EXERCISE GOAL: The data must be copied over exactly and in full.

Stored data:
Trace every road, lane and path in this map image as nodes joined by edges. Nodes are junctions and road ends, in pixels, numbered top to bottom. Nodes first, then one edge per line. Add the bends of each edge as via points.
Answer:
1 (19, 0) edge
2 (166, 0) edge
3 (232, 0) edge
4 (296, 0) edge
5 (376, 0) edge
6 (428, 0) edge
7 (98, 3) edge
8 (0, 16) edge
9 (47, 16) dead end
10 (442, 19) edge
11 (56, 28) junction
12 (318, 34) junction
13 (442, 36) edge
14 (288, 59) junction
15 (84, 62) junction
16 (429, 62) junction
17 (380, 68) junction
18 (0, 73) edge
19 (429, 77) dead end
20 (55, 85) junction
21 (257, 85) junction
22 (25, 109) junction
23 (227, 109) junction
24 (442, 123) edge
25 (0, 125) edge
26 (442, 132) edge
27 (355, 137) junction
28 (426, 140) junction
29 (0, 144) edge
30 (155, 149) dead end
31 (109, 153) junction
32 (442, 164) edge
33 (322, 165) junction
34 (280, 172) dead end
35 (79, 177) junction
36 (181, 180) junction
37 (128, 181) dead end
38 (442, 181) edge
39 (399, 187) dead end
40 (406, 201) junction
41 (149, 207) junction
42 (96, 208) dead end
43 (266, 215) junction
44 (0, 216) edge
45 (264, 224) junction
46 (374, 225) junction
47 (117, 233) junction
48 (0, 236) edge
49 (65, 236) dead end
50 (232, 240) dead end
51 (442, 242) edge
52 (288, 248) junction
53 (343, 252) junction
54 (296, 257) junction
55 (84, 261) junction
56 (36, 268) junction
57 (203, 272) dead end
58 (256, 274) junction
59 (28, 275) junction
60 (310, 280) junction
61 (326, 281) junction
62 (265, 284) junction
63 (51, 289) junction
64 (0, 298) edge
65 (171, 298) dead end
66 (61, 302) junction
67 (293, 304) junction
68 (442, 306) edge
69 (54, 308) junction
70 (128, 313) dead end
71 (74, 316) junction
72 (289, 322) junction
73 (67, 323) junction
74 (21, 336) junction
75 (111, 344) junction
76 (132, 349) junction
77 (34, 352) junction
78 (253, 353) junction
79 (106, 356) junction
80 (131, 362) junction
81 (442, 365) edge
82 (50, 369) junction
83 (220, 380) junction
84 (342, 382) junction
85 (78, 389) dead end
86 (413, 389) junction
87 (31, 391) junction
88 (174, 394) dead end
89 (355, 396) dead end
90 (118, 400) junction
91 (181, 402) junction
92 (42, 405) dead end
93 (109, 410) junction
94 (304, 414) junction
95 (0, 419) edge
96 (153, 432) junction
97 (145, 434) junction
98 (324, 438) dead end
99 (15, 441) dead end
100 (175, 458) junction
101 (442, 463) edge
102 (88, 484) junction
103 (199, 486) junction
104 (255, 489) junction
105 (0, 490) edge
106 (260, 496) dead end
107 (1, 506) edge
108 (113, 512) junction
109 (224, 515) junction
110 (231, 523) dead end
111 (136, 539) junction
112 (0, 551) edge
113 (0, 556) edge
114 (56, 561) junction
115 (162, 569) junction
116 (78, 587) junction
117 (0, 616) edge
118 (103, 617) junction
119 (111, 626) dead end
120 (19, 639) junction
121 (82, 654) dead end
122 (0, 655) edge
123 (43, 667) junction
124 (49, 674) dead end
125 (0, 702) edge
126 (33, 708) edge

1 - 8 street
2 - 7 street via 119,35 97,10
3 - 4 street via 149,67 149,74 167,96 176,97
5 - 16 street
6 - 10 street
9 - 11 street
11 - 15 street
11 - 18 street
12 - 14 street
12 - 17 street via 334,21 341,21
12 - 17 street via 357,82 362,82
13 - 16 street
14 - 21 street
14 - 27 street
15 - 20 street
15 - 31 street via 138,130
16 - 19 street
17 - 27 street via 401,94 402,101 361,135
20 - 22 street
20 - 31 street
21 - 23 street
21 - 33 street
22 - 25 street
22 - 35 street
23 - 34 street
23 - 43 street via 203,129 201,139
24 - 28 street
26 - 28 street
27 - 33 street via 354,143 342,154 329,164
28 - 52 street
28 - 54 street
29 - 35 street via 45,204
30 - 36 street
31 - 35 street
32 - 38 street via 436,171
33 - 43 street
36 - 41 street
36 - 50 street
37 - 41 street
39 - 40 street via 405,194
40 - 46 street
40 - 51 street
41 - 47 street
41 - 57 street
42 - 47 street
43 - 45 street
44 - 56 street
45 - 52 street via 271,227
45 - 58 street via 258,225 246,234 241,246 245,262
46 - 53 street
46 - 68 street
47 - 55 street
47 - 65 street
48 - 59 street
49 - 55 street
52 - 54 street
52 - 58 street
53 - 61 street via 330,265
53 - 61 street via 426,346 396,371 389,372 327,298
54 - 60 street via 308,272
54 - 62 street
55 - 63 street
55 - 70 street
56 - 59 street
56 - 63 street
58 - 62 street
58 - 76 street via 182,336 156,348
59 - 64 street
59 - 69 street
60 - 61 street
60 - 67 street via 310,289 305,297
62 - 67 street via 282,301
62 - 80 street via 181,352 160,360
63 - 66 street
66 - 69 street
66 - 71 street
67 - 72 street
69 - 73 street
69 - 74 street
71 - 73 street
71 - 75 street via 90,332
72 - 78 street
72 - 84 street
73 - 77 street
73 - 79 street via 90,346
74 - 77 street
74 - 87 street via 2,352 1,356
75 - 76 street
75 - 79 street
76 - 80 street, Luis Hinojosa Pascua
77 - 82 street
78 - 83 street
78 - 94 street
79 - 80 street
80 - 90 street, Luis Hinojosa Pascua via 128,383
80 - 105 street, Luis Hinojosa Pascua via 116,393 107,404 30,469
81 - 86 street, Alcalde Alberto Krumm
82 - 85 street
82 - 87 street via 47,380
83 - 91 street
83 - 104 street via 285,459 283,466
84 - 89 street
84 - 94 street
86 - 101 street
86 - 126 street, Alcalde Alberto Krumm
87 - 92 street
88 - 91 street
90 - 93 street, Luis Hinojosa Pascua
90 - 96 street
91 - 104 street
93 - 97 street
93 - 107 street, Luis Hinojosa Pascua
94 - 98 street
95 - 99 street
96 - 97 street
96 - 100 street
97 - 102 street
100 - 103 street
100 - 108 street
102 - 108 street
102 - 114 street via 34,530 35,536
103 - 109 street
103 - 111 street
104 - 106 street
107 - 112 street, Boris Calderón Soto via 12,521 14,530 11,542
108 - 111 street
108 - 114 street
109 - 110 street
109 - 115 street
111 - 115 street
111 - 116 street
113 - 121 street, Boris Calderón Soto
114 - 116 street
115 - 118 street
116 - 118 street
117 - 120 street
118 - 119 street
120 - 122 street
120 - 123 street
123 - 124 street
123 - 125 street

RESULT OF THIS EXERCISE:
Trace every road, lane and path in this map image as nodes joined by edges. Nodes are junctions and road ends, in pixels, numbered top to bottom. Nodes first, then one edge per line. Add the bends of each edge as via points.
Answer:
1 (19, 0) edge
2 (166, 0) edge
3 (232, 0) edge
4 (296, 0) edge
5 (376, 0) edge
6 (428, 0) edge
7 (98, 3) edge
8 (0, 16) edge
9 (47, 16) dead end
10 (442, 19) edge
11 (56, 28) junction
12 (318, 34) junction
13 (442, 36) edge
14 (288, 59) junction
15 (84, 62) junction
16 (429, 62) junction
17 (380, 68) junction
18 (0, 73) edge
19 (429, 77) dead end
20 (55, 85) junction
21 (257, 85) junction
22 (25, 109) junction
23 (227, 109) junction
24 (442, 123) edge
25 (0, 125) edge
26 (442, 132) edge
27 (355, 137) junction
28 (426, 140) junction
29 (0, 144) edge
30 (155, 149) dead end
31 (109, 153) junction
32 (442, 164) edge
33 (322, 165) junction
34 (280, 172) dead end
35 (79, 177) junction
36 (181, 180) junction
37 (128, 181) dead end
38 (442, 181) edge
39 (399, 187) dead end
40 (406, 201) junction
41 (149, 207) junction
42 (96, 208) dead end
43 (266, 215) junction
44 (0, 216) edge
45 (264, 224) junction
46 (374, 225) junction
47 (117, 233) junction
48 (0, 236) edge
49 (65, 236) dead end
50 (232, 240) dead end
51 (442, 242) edge
52 (288, 248) junction
53 (343, 252) junction
54 (296, 257) junction
55 (84, 261) junction
56 (36, 268) junction
57 (203, 272) dead end
58 (256, 274) junction
59 (28, 275) junction
60 (310, 280) junction
61 (326, 281) junction
62 (265, 284) junction
63 (51, 289) junction
64 (0, 298) edge
65 (171, 298) dead end
66 (61, 302) junction
67 (293, 304) junction
68 (442, 306) edge
69 (54, 308) junction
70 (128, 313) dead end
71 (74, 316) junction
72 (289, 322) junction
73 (67, 323) junction
74 (21, 336) junction
75 (111, 344) junction
76 (132, 349) junction
77 (34, 352) junction
78 (253, 353) junction
79 (106, 356) junction
80 (131, 362) junction
81 (442, 365) edge
82 (50, 369) junction
83 (220, 380) junction
84 (342, 382) junction
85 (78, 389) dead end
86 (413, 389) junction
87 (31, 391) junction
88 (174, 394) dead end
89 (355, 396) dead end
90 (118, 400) junction
91 (181, 402) junction
92 (42, 405) dead end
93 (109, 410) junction
94 (304, 414) junction
95 (0, 419) edge
96 (153, 432) junction
97 (145, 434) junction
98 (324, 438) dead end
99 (15, 441) dead end
100 (175, 458) junction
101 (442, 463) edge
102 (88, 484) junction
103 (199, 486) junction
104 (255, 489) junction
105 (0, 490) edge
106 (260, 496) dead end
107 (1, 506) edge
108 (113, 512) junction
109 (224, 515) junction
110 (231, 523) dead end
111 (136, 539) junction
112 (0, 551) edge
113 (0, 556) edge
114 (56, 561) junction
115 (162, 569) junction
116 (78, 587) junction
117 (0, 616) edge
118 (103, 617) junction
119 (111, 626) dead end
120 (19, 639) junction
121 (82, 654) dead end
122 (0, 655) edge
123 (43, 667) junction
124 (49, 674) dead end
125 (0, 702) edge
126 (33, 708) edge

1 - 8 street
2 - 7 street via 119,35 97,10
3 - 4 street via 149,67 149,74 167,96 176,97
5 - 16 street
6 - 10 street
9 - 11 street
11 - 15 street
11 - 18 street
12 - 14 street
12 - 17 street via 334,21 341,21
12 - 17 street via 357,82 362,82
13 - 16 street
14 - 21 street
14 - 27 street
15 - 20 street
15 - 31 street via 138,130
16 - 19 street
17 - 27 street via 401,94 402,101 361,135
20 - 22 street
20 - 31 street
21 - 23 street
21 - 33 street
22 - 25 street
22 - 35 street
23 - 34 street
23 - 43 street via 203,129 201,139
24 - 28 street
26 - 28 street
27 - 33 street via 354,143 342,154 329,164
28 - 52 street
28 - 54 street
29 - 35 street via 45,204
30 - 36 street
31 - 35 street
32 - 38 street via 436,171
33 - 43 street
36 - 41 street
36 - 50 street
37 - 41 street
39 - 40 street via 405,194
40 - 46 street
40 - 51 street
41 - 47 street
41 - 57 street
42 - 47 street
43 - 45 street
44 - 56 street
45 - 52 street via 271,227
45 - 58 street via 258,225 246,234 241,246 245,262
46 - 53 street
46 - 68 street
47 - 55 street
47 - 65 street
48 - 59 street
49 - 55 street
52 - 54 street
52 - 58 street
53 - 61 street via 330,265
53 - 61 street via 426,346 396,371 389,372 327,298
54 - 60 street via 308,272
54 - 62 street
55 - 63 street
55 - 70 street
56 - 59 street
56 - 63 street
58 - 62 street
58 - 76 street via 182,336 156,348
59 - 64 street
59 - 69 street
60 - 61 street
60 - 67 street via 310,289 305,297
62 - 67 street via 282,301
62 - 80 street via 181,352 160,360
63 - 66 street
66 - 69 street
66 - 71 street
67 - 72 street
69 - 73 street
69 - 74 street
71 - 73 street
71 - 75 street via 90,332
72 - 78 street
72 - 84 street
73 - 77 street
73 - 79 street via 90,346
74 - 77 street
74 - 87 street via 2,352 1,356
75 - 76 street
75 - 79 street
76 - 80 street, Luis Hinojosa Pascua
77 - 82 street
78 - 83 street
78 - 94 street
79 - 80 street
80 - 90 street, Luis Hinojosa Pascua via 128,383
80 - 105 street, Luis Hinojosa Pascua via 116,393 107,404 30,469
81 - 86 street, Alcalde Alberto Krumm
82 - 85 street
82 - 87 street via 47,380
83 - 91 street
83 - 104 street via 285,459 283,466
84 - 89 street
84 - 94 street
86 - 101 street
86 - 126 street, Alcalde Alberto Krumm
87 - 92 street
88 - 91 street
90 - 93 street, Luis Hinojosa Pascua
90 - 96 street
91 - 104 street
93 - 97 street
93 - 107 street, Luis Hinojosa Pascua
94 - 98 street
95 - 99 street
96 - 97 street
96 - 100 street
97 - 102 street
100 - 103 street
100 - 108 street
102 - 108 street
102 - 114 street via 34,530 35,536
103 - 109 street
103 - 111 street
104 - 106 street
107 - 112 street, Boris Calderón Soto via 12,521 14,530 11,542
108 - 111 street
108 - 114 street
109 - 110 street
109 - 115 street
111 - 115 street
111 - 116 street
113 - 121 street, Boris Calderón Soto
114 - 116 street
115 - 118 street
116 - 118 street
117 - 120 street
118 - 119 street
120 - 122 street
120 - 123 street
123 - 124 street
123 - 125 street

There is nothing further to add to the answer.